The most interesting part of this summary is that it barely mentions social relationships - which is the context in which all exchange between humans takes place. What Graeber (influenced by Marcel Mauss, Marshall Sahlins, and others) shows is that what we in the west have come to fetishise (the *things* that are traded), most people conceive of "things" in relation to the people from whose hand, or to whose hand, the thing will move. Goods that move from hand to hand, are only a part of a larger language of relationship.
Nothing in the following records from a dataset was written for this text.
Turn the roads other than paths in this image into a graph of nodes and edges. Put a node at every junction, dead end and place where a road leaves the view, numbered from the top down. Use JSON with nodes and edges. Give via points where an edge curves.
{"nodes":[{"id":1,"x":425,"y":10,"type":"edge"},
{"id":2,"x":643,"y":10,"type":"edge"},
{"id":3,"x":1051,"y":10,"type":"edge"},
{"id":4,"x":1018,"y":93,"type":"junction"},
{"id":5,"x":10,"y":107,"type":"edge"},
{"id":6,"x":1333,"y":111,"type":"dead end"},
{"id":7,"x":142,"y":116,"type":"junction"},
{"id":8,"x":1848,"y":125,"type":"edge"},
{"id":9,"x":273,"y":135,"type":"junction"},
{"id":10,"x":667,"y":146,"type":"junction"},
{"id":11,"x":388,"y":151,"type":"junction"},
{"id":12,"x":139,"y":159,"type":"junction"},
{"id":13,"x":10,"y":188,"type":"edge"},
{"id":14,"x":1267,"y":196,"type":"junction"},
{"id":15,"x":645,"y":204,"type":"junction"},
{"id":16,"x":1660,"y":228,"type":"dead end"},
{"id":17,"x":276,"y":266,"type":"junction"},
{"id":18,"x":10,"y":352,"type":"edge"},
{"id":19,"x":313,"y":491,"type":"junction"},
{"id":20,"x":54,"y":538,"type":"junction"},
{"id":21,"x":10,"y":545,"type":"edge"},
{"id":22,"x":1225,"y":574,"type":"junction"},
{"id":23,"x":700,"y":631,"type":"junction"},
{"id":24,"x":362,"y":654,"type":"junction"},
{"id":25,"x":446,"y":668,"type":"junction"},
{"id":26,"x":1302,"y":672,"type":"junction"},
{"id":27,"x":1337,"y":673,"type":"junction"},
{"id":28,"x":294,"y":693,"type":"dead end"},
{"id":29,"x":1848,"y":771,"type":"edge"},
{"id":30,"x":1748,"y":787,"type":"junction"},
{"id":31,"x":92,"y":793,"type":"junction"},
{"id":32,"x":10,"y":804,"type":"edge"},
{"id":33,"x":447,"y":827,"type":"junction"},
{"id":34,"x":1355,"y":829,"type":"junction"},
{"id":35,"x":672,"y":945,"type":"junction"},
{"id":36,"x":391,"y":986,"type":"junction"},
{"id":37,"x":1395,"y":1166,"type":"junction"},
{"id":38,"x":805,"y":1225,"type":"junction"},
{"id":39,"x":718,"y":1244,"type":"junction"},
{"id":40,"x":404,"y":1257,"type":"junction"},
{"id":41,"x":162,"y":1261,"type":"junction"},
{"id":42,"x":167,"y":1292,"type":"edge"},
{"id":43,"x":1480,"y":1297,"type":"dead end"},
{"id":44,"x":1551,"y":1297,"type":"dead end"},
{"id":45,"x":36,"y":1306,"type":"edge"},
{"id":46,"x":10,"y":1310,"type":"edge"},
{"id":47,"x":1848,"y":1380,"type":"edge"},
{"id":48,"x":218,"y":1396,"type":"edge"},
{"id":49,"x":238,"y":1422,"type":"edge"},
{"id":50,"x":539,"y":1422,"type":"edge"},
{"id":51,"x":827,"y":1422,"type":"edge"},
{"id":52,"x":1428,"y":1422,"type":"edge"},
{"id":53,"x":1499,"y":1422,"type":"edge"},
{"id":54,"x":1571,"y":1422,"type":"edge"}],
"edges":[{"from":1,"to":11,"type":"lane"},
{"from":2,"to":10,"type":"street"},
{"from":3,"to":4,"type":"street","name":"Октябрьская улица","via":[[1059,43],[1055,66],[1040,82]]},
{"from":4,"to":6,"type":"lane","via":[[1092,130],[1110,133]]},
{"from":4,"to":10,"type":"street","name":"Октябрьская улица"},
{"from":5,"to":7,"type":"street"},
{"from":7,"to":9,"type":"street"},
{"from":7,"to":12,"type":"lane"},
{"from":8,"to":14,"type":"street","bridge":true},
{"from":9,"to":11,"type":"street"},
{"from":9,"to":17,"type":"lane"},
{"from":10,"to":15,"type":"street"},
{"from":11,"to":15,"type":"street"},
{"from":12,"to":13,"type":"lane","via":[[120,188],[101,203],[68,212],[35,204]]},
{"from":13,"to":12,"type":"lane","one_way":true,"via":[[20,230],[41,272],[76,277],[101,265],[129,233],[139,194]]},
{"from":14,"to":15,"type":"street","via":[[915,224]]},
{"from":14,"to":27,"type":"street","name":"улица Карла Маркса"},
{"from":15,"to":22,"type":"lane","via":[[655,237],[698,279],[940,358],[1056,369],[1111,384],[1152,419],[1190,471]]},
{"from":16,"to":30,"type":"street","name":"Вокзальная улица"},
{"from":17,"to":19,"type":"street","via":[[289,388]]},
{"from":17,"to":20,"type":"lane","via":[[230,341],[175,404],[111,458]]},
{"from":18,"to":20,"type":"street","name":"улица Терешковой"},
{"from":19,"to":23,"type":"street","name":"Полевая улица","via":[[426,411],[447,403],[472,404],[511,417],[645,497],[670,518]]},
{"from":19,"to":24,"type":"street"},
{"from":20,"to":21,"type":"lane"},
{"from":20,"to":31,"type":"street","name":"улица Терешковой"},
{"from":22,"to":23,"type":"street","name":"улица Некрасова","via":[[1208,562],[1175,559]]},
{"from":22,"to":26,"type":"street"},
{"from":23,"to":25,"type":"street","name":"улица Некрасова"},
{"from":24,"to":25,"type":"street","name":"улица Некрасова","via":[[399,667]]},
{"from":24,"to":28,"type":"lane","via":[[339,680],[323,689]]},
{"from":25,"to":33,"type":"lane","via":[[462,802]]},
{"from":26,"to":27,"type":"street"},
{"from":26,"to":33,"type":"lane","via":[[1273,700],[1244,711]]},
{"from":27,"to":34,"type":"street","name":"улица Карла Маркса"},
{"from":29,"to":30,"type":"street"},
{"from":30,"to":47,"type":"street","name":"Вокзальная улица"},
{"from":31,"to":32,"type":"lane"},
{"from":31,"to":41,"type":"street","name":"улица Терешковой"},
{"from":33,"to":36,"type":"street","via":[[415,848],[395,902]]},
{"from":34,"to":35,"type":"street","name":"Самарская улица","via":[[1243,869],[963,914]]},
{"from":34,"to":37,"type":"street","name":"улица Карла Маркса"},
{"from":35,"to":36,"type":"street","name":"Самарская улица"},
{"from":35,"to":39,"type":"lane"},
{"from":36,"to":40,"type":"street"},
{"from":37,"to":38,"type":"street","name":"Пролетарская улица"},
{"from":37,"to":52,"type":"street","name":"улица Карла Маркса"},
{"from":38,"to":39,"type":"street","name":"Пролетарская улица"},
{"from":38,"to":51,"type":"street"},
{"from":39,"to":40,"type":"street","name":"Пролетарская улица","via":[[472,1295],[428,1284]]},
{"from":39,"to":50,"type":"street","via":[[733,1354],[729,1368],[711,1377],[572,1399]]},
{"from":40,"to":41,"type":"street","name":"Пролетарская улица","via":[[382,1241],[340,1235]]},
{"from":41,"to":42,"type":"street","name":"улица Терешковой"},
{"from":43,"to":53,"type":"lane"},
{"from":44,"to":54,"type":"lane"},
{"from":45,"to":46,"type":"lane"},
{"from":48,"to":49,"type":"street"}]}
The "distance" in time between the giving of a gift and its reciprocation (which is the "problem" that money is supposed to have solved) is not a problem at all when the two people involved are not strangers and have a long term relationship - long term enough to easily hold any and all of the long time gaps between a gift going one way and a gift going the other in a normal state of trust. The problem only becomes a problem if strangers find themselves needing to trade with each other - and [importantly] needing to remain strangers at the end of the trade. It seems to me that Graeber offers a much more sophisticated and ethnographically nuanced analysis of the many languages of exchange that people have used, and of which money (as we use it) comes down to us as one narrowed and impoverished [and also, incidentally, impoverishING] stream.

Yes... now that I think of it, I must take another look at Graeber's Debt book.

PS - thanks for entertaining this lengthy conversation! :)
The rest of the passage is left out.